Ignacio debutó en la profesión. Los acusados eran los Costa. De los abundantes pleitos que pendían sobre ellos Manolo eligió, para que Ignacio lo sacara adelante, el de "construcción en predio ajeno". Los Costa habían edificado una nave al lado de la Fundición, cuyo solar pertenecía a un tal Jerónimo Fuster, carpintero. Ignacio defendió a su cliente primero por escrito, en el Juzgado de Primera Instancia y luego oralmente en la Audiencia. Para este último acto tuvo que ponerse, además de la indispensable corbata negra, la toga. Era la primera vez. Al ponérsela se acordó, sin saber por qué, de cuando llevaba hábito y capucha en las procesiones de Semana Santa.

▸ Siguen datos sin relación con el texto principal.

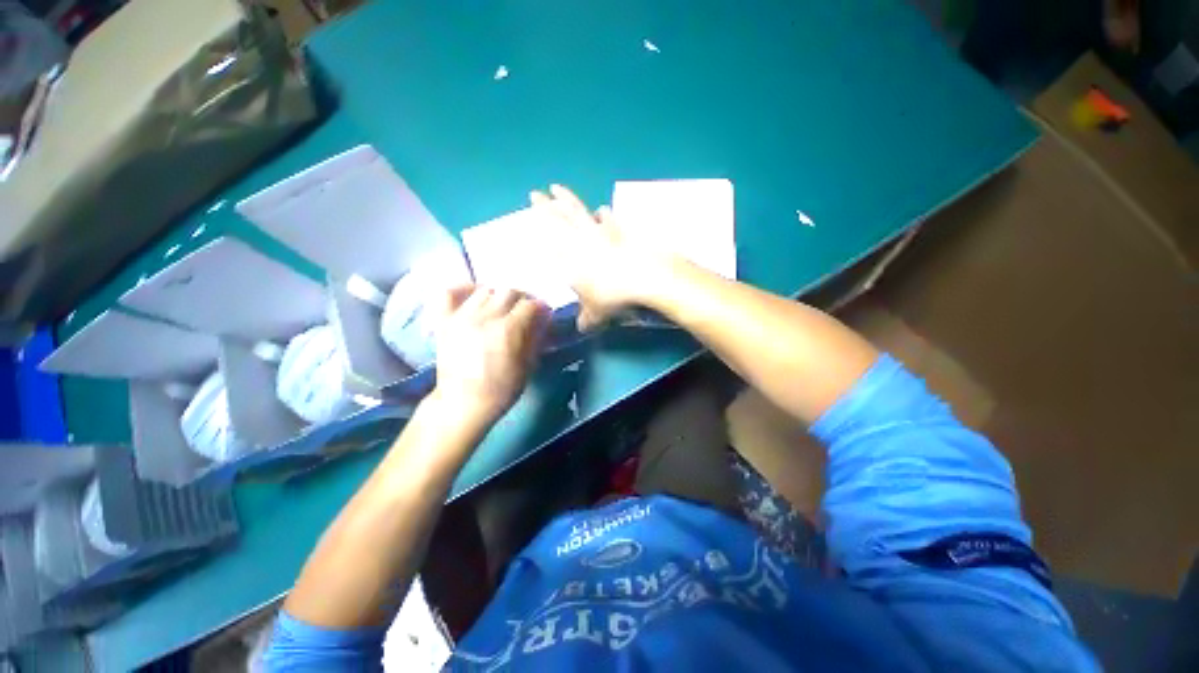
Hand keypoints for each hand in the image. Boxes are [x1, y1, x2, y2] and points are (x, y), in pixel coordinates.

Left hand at [429, 286, 548, 426]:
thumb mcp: (526, 368)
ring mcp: (462, 316)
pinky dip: (462, 290)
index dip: (540, 309)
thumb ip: (535, 340)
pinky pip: (450, 293)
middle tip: (522, 312)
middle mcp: (484, 316)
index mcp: (507, 330)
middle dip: (521, 299)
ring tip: (498, 309)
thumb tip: (541, 321)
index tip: (543, 316)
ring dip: (496, 296)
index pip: (530, 304)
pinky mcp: (445, 321)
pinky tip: (471, 296)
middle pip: (509, 291)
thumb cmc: (499, 391)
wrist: (462, 404)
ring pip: (485, 290)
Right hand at [531, 184, 678, 330]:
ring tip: (558, 189)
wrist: (645, 275)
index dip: (537, 231)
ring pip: (578, 209)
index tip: (528, 223)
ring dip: (567, 199)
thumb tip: (582, 327)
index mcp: (568, 259)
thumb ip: (586, 319)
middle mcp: (579, 240)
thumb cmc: (613, 295)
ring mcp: (600, 230)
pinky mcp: (620, 227)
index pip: (547, 241)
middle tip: (535, 192)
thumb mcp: (596, 314)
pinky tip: (601, 209)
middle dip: (545, 204)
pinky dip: (602, 212)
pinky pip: (607, 216)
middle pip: (559, 217)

Fue su bautismo. Su bautismo profesional. El color negro le confería una autoridad que hizo exclamar a Matías y a Carmen Elgazu: "Pareces un juez!". No era un juez, era un togado. Pero el eufemismo valía para la ocasión.
Él mismo se contempló varias veces en el espejo y pronunció palabras solemnes: "Con la venia…!". "Con el permiso de Su Señoría…!". Eloy, al ver aquellas mangas tan anchas y cortas, dijo: "Ahí va! Aquí caben lo menos dos!".

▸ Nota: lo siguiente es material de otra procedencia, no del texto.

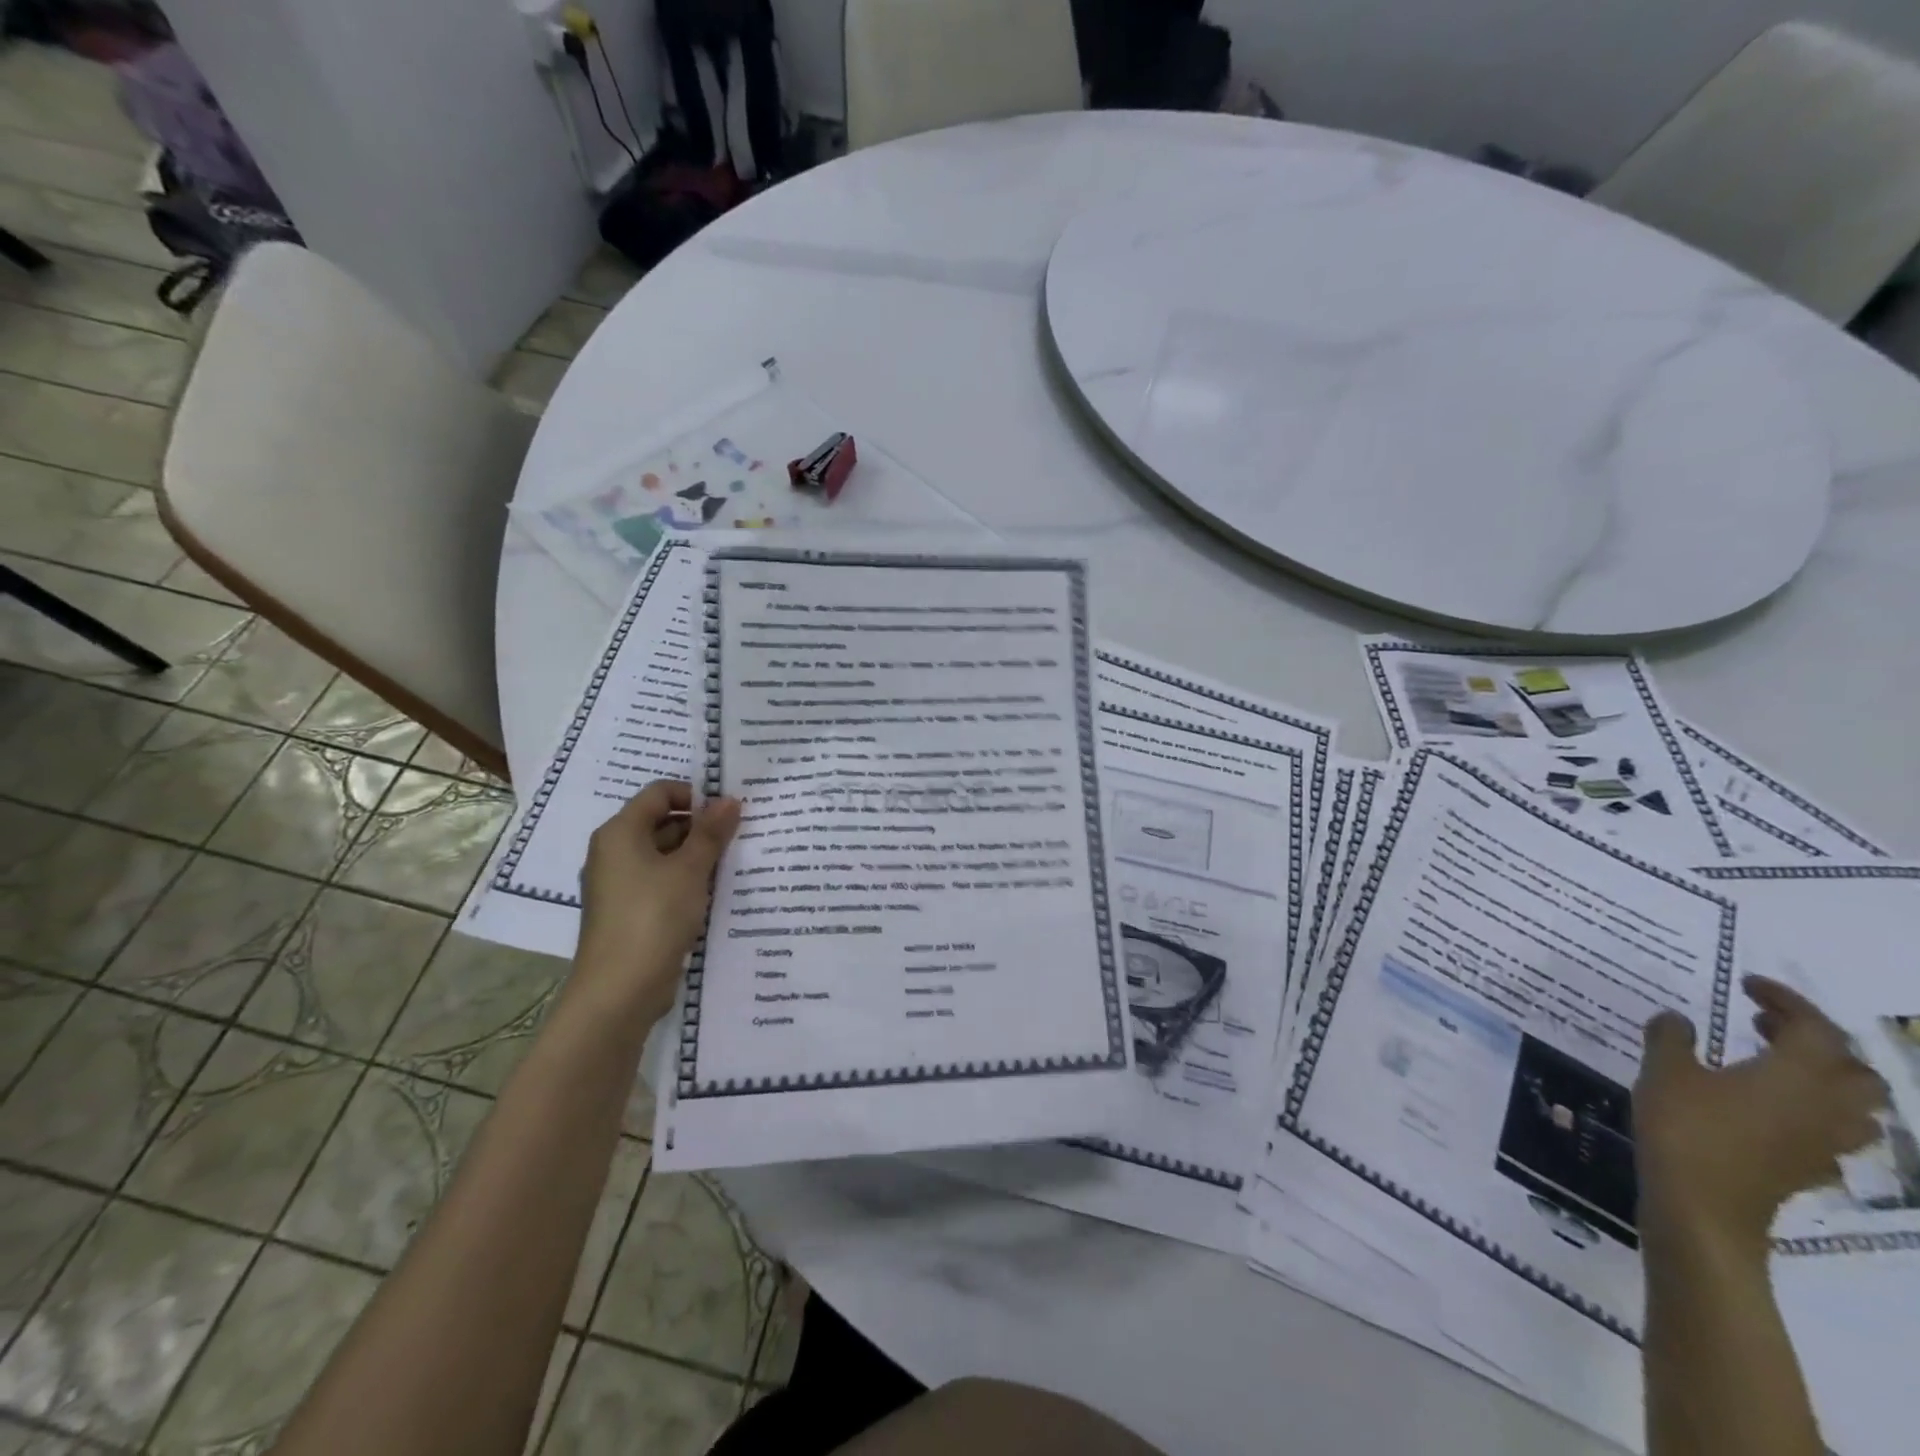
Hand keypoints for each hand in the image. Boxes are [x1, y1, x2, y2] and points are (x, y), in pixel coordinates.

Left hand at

Los Costa habían actuado convencidos de su prepotencia; pero el carpintero Jerónimo Fuster tenía el título de propiedad en regla, de modo que ganar el pleito era coser y cantar. Jerónimo Fuster, que nunca se había atrevido a enfrentarse a sus influyentes vecinos, azuzado por su mujer se atrevió a llamar al bufete de Manolo, en virtud de]a autoridad moral de que éste gozaba en la ciudad. La sentencia fue contundente: derribo de la nave anexa edificada por la Constructora Gerundense, S. A. e indemnización de cincuenta mil pesetas al demandante. Jerónimo Fuster, al terminar el acto estaba pálido, como si hubiera perdido el pleito. Se acercó a Ignacio y al verlo tan joven le abrazó. Ignacio se emocionó. Era el primer reconocimiento "oficial" que recibía desde que terminó la carrera. "Gracias, gracias… -balbuceó-. No tiene importancia". Estaba a punto de añadir: "Los honorarios corren de mi cuenta". Manolo, que había previsto esa reacción, le había ordenado: "Nada de gratuidad. Aunque sea una cantidad simbólica, le pasaremos la minuta… Esto no es una Casa de Caridad". Ignacio, ante su asombro, recibió la enhorabuena de Mijares, el ex abogado de Sindicatos, que ahora lo era de la Agencia Gerunda y de los Costa. Al estrecharse ambos la mano, Ignacio pensó: "A santo de qué este hombre y yo somos rivales, y estamos destinados a serlo durante mucho tiempo?". Mijares tenía la cara de "buen funcionario". Parecía un bonachón; pero si los Costa le habían elegido, sería algo más que eso.